#### Task description:
Before repeating the entries below, strip out every picture and keep all else as it is.

#### Records shown:
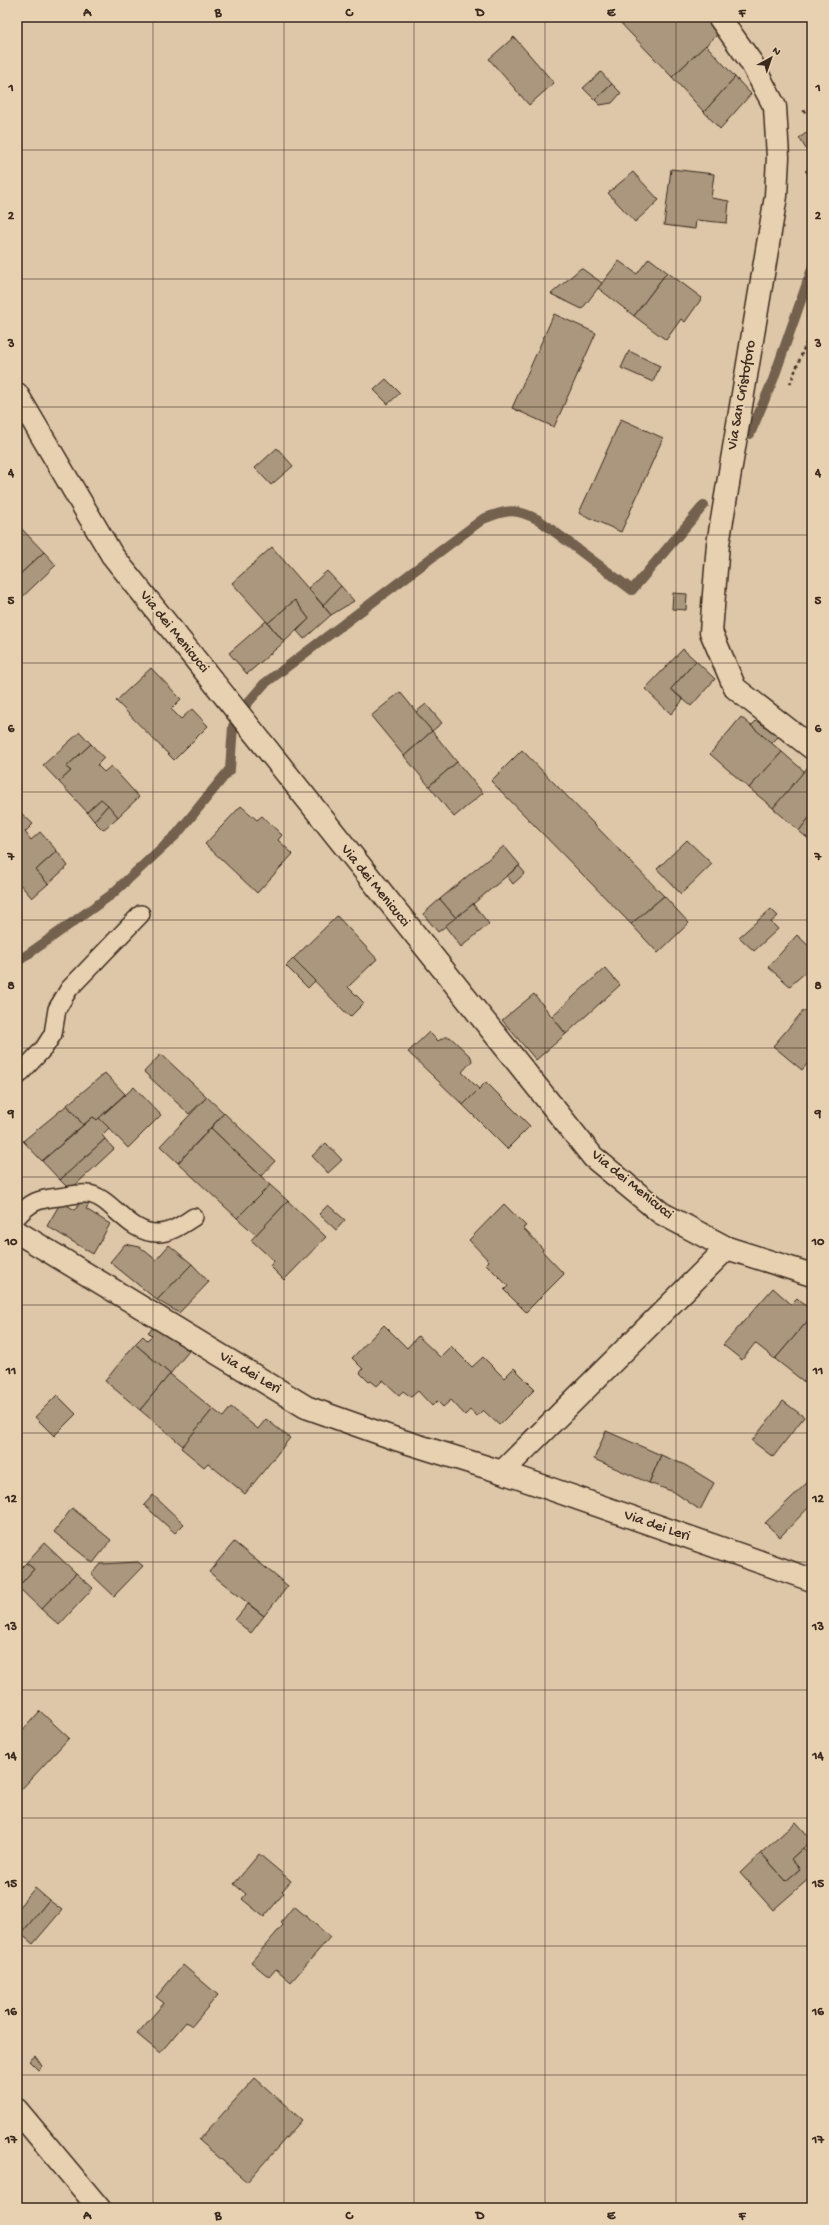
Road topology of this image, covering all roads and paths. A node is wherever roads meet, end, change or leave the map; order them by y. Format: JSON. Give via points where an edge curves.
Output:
{"nodes":[{"id":1,"x":719,"y":17,"type":"edge"},
{"id":2,"x":812,"y":328,"type":"edge"},
{"id":3,"x":790,"y":384,"type":"dead end"},
{"id":4,"x":18,"y":401,"type":"edge"},
{"id":5,"x":812,"y":748,"type":"edge"},
{"id":6,"x":141,"y":914,"type":"dead end"},
{"id":7,"x":17,"y":1077,"type":"edge"},
{"id":8,"x":17,"y":1217,"type":"edge"},
{"id":9,"x":194,"y":1217,"type":"dead end"},
{"id":10,"x":17,"y":1232,"type":"edge"},
{"id":11,"x":727,"y":1248,"type":"junction"},
{"id":12,"x":812,"y":1275,"type":"edge"},
{"id":13,"x":502,"y":1472,"type":"junction"},
{"id":14,"x":812,"y":1580,"type":"edge"},
{"id":15,"x":17,"y":2110,"type":"edge"},
{"id":16,"x":99,"y":2208,"type":"edge"}],
"edges":[{"from":1,"to":5,"type":"street","name":"Via San Cristoforo","via":[[751,62],[775,107],[778,158],[776,196],[718,544],[711,632],[735,688]]},
{"from":2,"to":3,"type":"path"},
{"from":4,"to":11,"type":"street","name":"Via dei Menicucci","via":[[112,555],[593,1157],[661,1213]]},
{"from":6,"to":7,"type":"lane","via":[[69,989],[57,1009],[53,1034],[44,1048]]},
{"from":8,"to":9,"type":"lane","via":[[26,1206],[36,1200],[88,1194],[101,1200],[137,1229],[158,1233],[174,1230]]},
{"from":10,"to":13,"type":"street","name":"Via dei Leri","via":[[306,1407],[396,1439]]},
{"from":11,"to":12,"type":"street","name":"Via dei Menicucci"},
{"from":11,"to":13,"type":"street"},
{"from":13,"to":14,"type":"street","name":"Via dei Leri"},
{"from":15,"to":16,"type":"street"}]}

#### Output for this task:
Road topology of this image, covering all roads and paths. A node is wherever roads meet, end, change or leave the map; order them by y. Format: JSON. Give via points where an edge curves.
Output:
{"nodes":[{"id":1,"x":719,"y":17,"type":"edge"},
{"id":2,"x":812,"y":328,"type":"edge"},
{"id":3,"x":790,"y":384,"type":"dead end"},
{"id":4,"x":18,"y":401,"type":"edge"},
{"id":5,"x":812,"y":748,"type":"edge"},
{"id":6,"x":141,"y":914,"type":"dead end"},
{"id":7,"x":17,"y":1077,"type":"edge"},
{"id":8,"x":17,"y":1217,"type":"edge"},
{"id":9,"x":194,"y":1217,"type":"dead end"},
{"id":10,"x":17,"y":1232,"type":"edge"},
{"id":11,"x":727,"y":1248,"type":"junction"},
{"id":12,"x":812,"y":1275,"type":"edge"},
{"id":13,"x":502,"y":1472,"type":"junction"},
{"id":14,"x":812,"y":1580,"type":"edge"},
{"id":15,"x":17,"y":2110,"type":"edge"},
{"id":16,"x":99,"y":2208,"type":"edge"}],
"edges":[{"from":1,"to":5,"type":"street","name":"Via San Cristoforo","via":[[751,62],[775,107],[778,158],[776,196],[718,544],[711,632],[735,688]]},
{"from":2,"to":3,"type":"path"},
{"from":4,"to":11,"type":"street","name":"Via dei Menicucci","via":[[112,555],[593,1157],[661,1213]]},
{"from":6,"to":7,"type":"lane","via":[[69,989],[57,1009],[53,1034],[44,1048]]},
{"from":8,"to":9,"type":"lane","via":[[26,1206],[36,1200],[88,1194],[101,1200],[137,1229],[158,1233],[174,1230]]},
{"from":10,"to":13,"type":"street","name":"Via dei Leri","via":[[306,1407],[396,1439]]},
{"from":11,"to":12,"type":"street","name":"Via dei Menicucci"},
{"from":11,"to":13,"type":"street"},
{"from":13,"to":14,"type":"street","name":"Via dei Leri"},
{"from":15,"to":16,"type":"street"}]}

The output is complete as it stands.